• **THE PROBLEM**: When a line contains the string "Ленина", it counts once; give the total of such lines in the entries below and nothing else.

• **MATERIALS PROVIDED**:
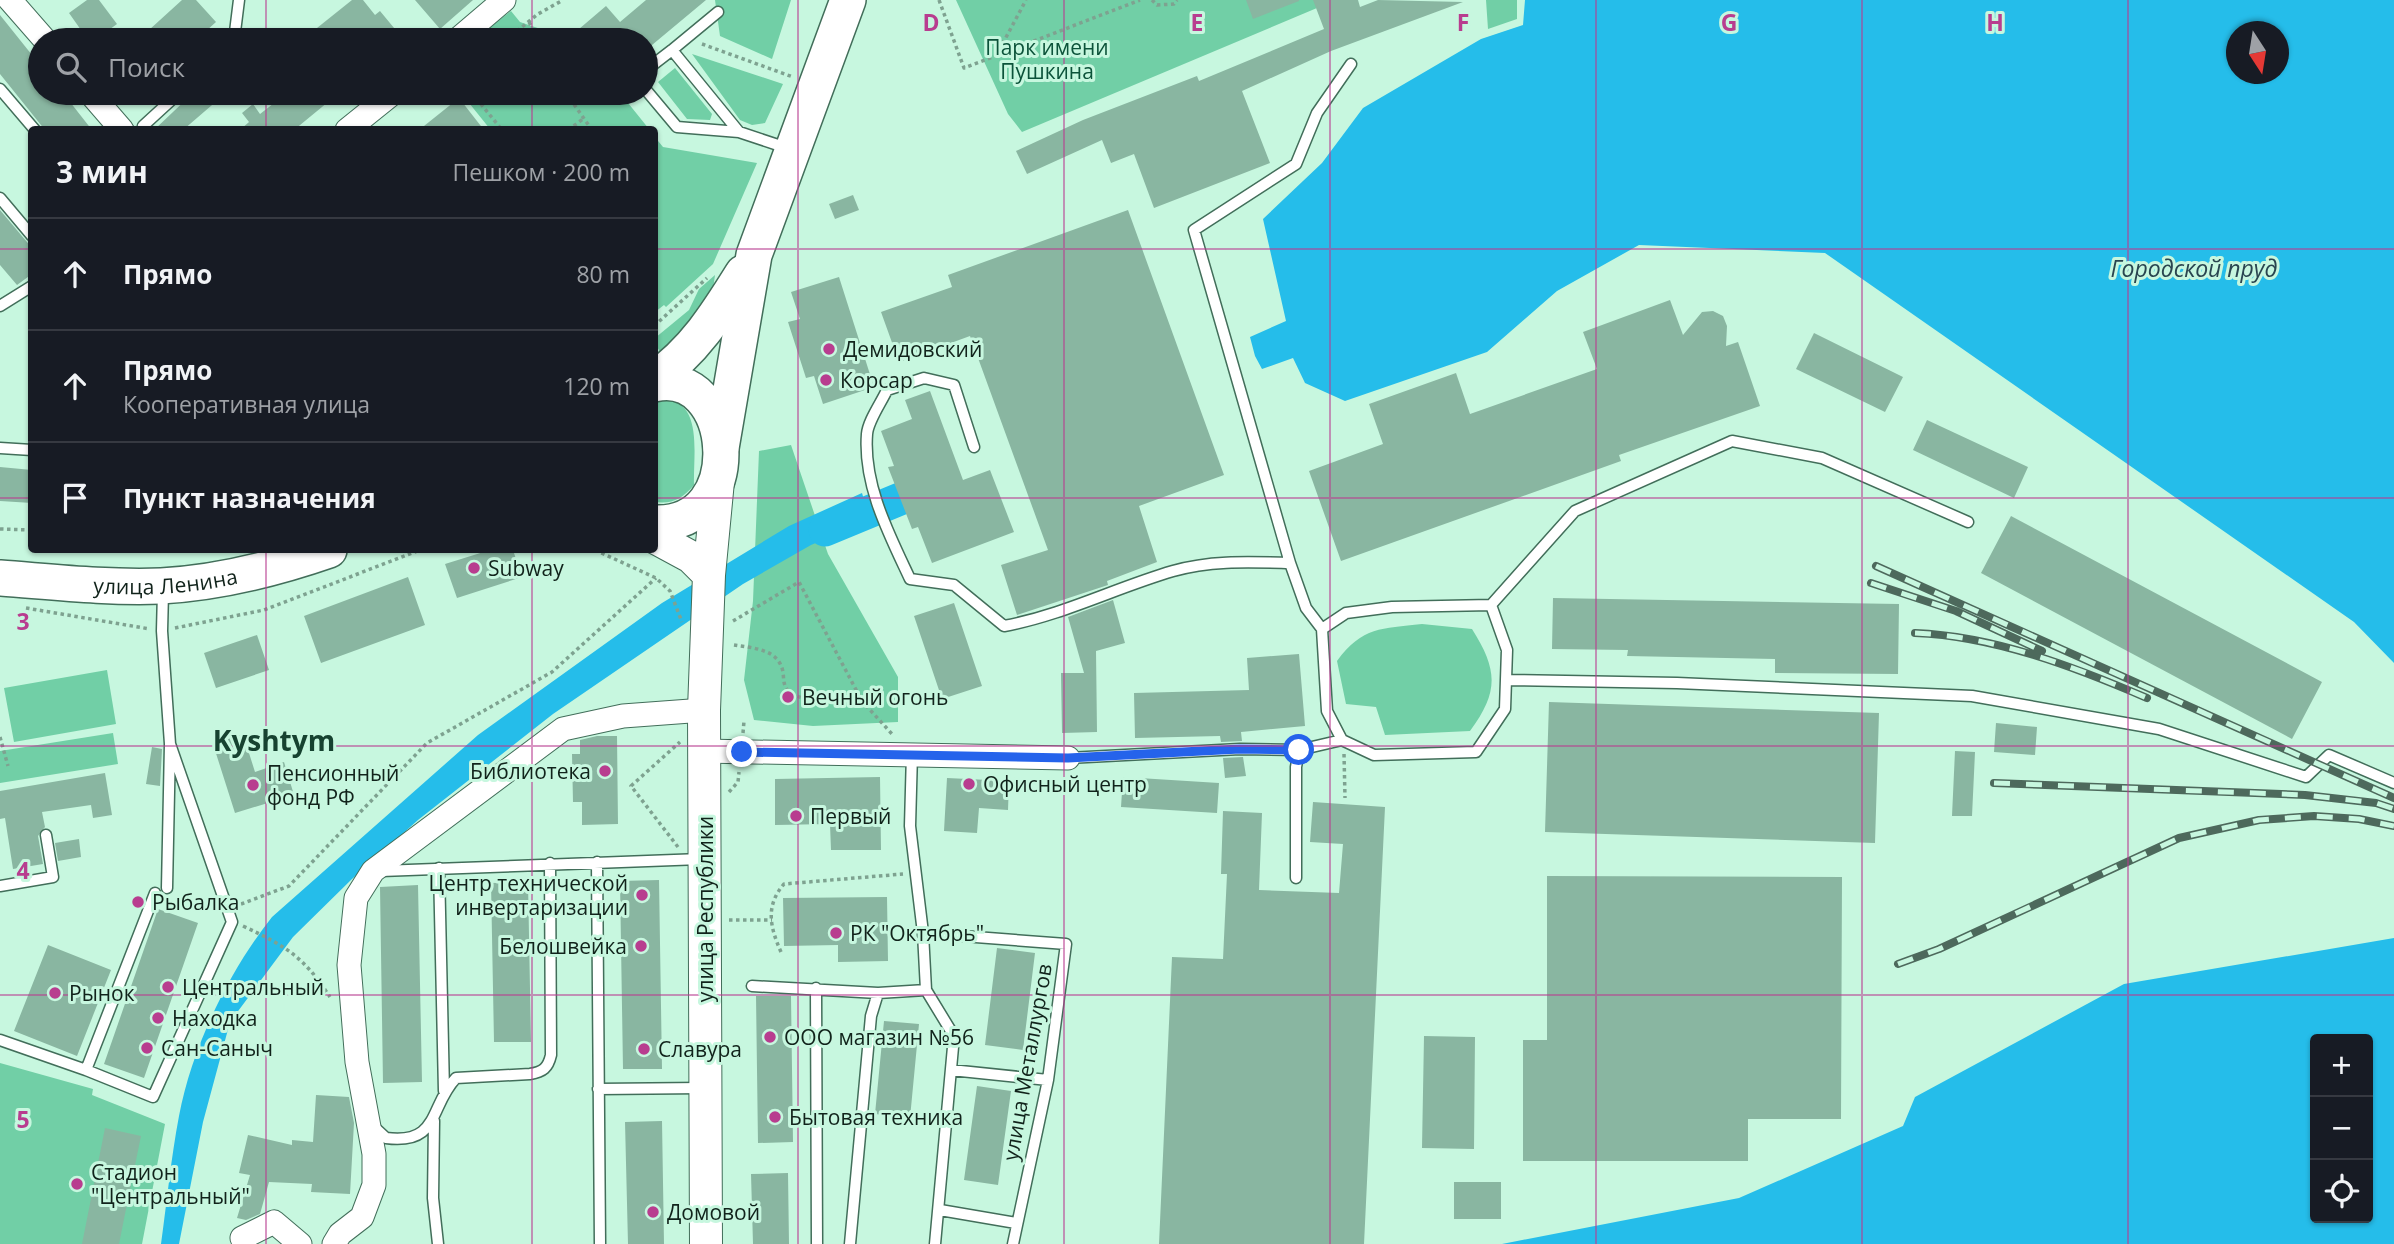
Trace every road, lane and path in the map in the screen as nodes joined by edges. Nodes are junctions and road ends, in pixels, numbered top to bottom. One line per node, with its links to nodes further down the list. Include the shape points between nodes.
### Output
1 (10, 0): 13 (street)
2 (239, 0): 14 (lane)
3 (504, 0): 15 (street)
4 (563, 0): 12 (path)
5 (848, 0): 40 (main road)
6 (939, 0): 20 (path, via 964,68)
7 (1026, 0): 20 (path)
8 (1140, 0): 20 (path)
9 (1152, 0): 10 (path, via 1157,5)
10 (1177, 0)
11 (718, 12): 18 (lane)
12 (529, 22): 16 (path); 17 (path)
13 (34, 28)
14 (236, 28)
15 (471, 28)
16 (521, 28)
17 (532, 28)
18 (687, 38): 19 (lane); 23 (path)
19 (672, 50): 21 (lane); 39 (lane)
20 (996, 57)
21 (658, 61)
22 (1352, 64): 61 (lane, via 1317,113 1296,164 1194,230)
23 (795, 78)
24 (0, 89): 32 (lane)
25 (658, 104): 39 (lane, via 677,127)
26 (100, 105): 33 (street)
27 (165, 105): 34 (lane)
28 (378, 105): 35 (street)
29 (482, 105): 36 (path)
30 (574, 105): 31 (path)
31 (583, 119): 37 (path); 38 (path)
32 (32, 126)
33 (119, 126)
34 (143, 126)
35 (352, 126)
36 (499, 126)
37 (573, 126)
38 (589, 126)
39 (739, 132): 40 (lane)
40 (793, 150): 43 (main road)
41 (0, 198): 42 (lane)
42 (28, 231)
43 (754, 255): 48 (main road, via 716,316 687,352); 53 (main road)
44 (711, 274): 47 (path)
45 (28, 288): 46 (lane)
46 (0, 306)
47 (658, 322)
48 (658, 376)
49 (658, 383): 53 (main road, via 688,385 706,402 715,419)
50 (974, 447): 61 (lane, via 954,385 925,378 887,390 867,432 872,485 910,579 954,585 1004,626 1040,620 1174,571 1228,561)
51 (0, 448): 52 (lane)
52 (28, 450)
53 (719, 465): 54 (main road, via 704,508 690,518); 62 (main road, улица Республики)
54 (658, 522)
55 (1968, 522): 66 (lane, via 1822,458 1732,441 1575,511)
56 (0, 528): 57 (path)
57 (28, 530)
58 (658, 539): 62 (main road, via 691,557)
59 (318, 553): 65 (main road, улица Ленина, via 244,573)
60 (602, 553): 64 (path)
61 (1290, 564): 69 (lane, via 1306,608)
62 (709, 575): 73 (main road, улица Республики)
63 (0, 578): 65 (main road, улица Ленина)
64 (656, 578): 68 (path, via 670,591); 97 (path, via 552,672 428,743 289,886)
65 (164, 586): 77 (lane, via 162,631)
66 (1491, 605): 69 (lane, via 1346,613); 71 (lane, via 1507,650)
67 (733, 621): 72 (path, via 799,582)
68 (683, 624)
69 (1322, 629): 76 (lane, via 1327,711)
70 (734, 645): 72 (path, via 758,648 776,657 784,686 798,696)
71 (1506, 680): 76 (lane, via 1505,709 1476,752 1374,755); 84 (lane, via 1972,696 2159,729 2306,777 2329,755)
72 (862, 701): 74 (path)
73 (704, 710): 78 (main road, улица Республики); 91 (street, via 623,716 563,729)
74 (892, 734)
75 (0, 737): 82 (path)
76 (1342, 740): 79 (lane)
77 (170, 744): 95 (lane); 97 (lane)
78 (694, 744): 80 (street); 87 (main road, улица Республики); 87 (path, via 631,786)
79 (1299, 750): 81 (lane); 93 (lane)
80 (912, 753): 81 (street); 92 (lane, via 910,826)
81 (1068, 758)
82 (8, 766)
83 (1346, 769): 85 (path)
84 (2394, 783)
85 (1345, 797)
86 (46, 835): 94 (lane, via 53,877)
87 (695, 856): 88 (lane); 112 (main road, улица Республики)
88 (597, 862): 89 (lane); 113 (lane)
89 (550, 863): 90 (lane); 114 (lane, via 549,1065 530,1074 456,1078)
90 (439, 868): 91 (lane); 114 (lane)
91 (373, 871): 115 (street, via 356,898 349,965)
92 (916, 873): 99 (path, via 784,884 773,897); 101 (lane)
93 (1296, 878)
94 (0, 886)
95 (167, 888)
96 (155, 893): 109 (lane)
97 (229, 909): 109 (lane, via 232,922 153,1097)
98 (733, 920): 99 (path)
99 (772, 920): 102 (path)
100 (244, 926): 107 (path, via 290,950 312,968)
101 (923, 933): 105 (lane); 111 (lane, улица Металлургов, via 1066,944)
102 (781, 952)
103 (752, 986): 104 (lane)
104 (816, 988): 106 (lane); 125 (lane)
105 (926, 990): 106 (lane); 110 (lane, via 954,1036)
106 (878, 993): 126 (lane, via 871,1016)
107 (333, 1001)
108 (0, 1040): 109 (lane)
109 (86, 1070)
110 (951, 1070): 111 (lane); 117 (lane)
111 (1048, 1080): 118 (lane, улица Металлургов)
112 (703, 1088): 113 (lane); 124 (main road, улица Республики)
113 (598, 1089): 123 (lane)
114 (443, 1091): 116 (lane)
115 (367, 1118): 116 (lane, via 386,1138 397,1139 423,1133); 121 (street, via 374,1154 373,1185 362,1217)
116 (434, 1121): 122 (lane, via 433,1198)
117 (940, 1210): 118 (lane); 127 (lane)
118 (1016, 1223): 128 (lane, улица Металлургов)
119 (242, 1238): 120 (street, via 274,1223)
120 (300, 1244)
121 (334, 1244)
122 (439, 1244)
123 (600, 1244)
124 (706, 1244)
125 (817, 1244)
126 (850, 1244)
127 (935, 1244)
128 (1013, 1244)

• **ANSWER AREA**: 2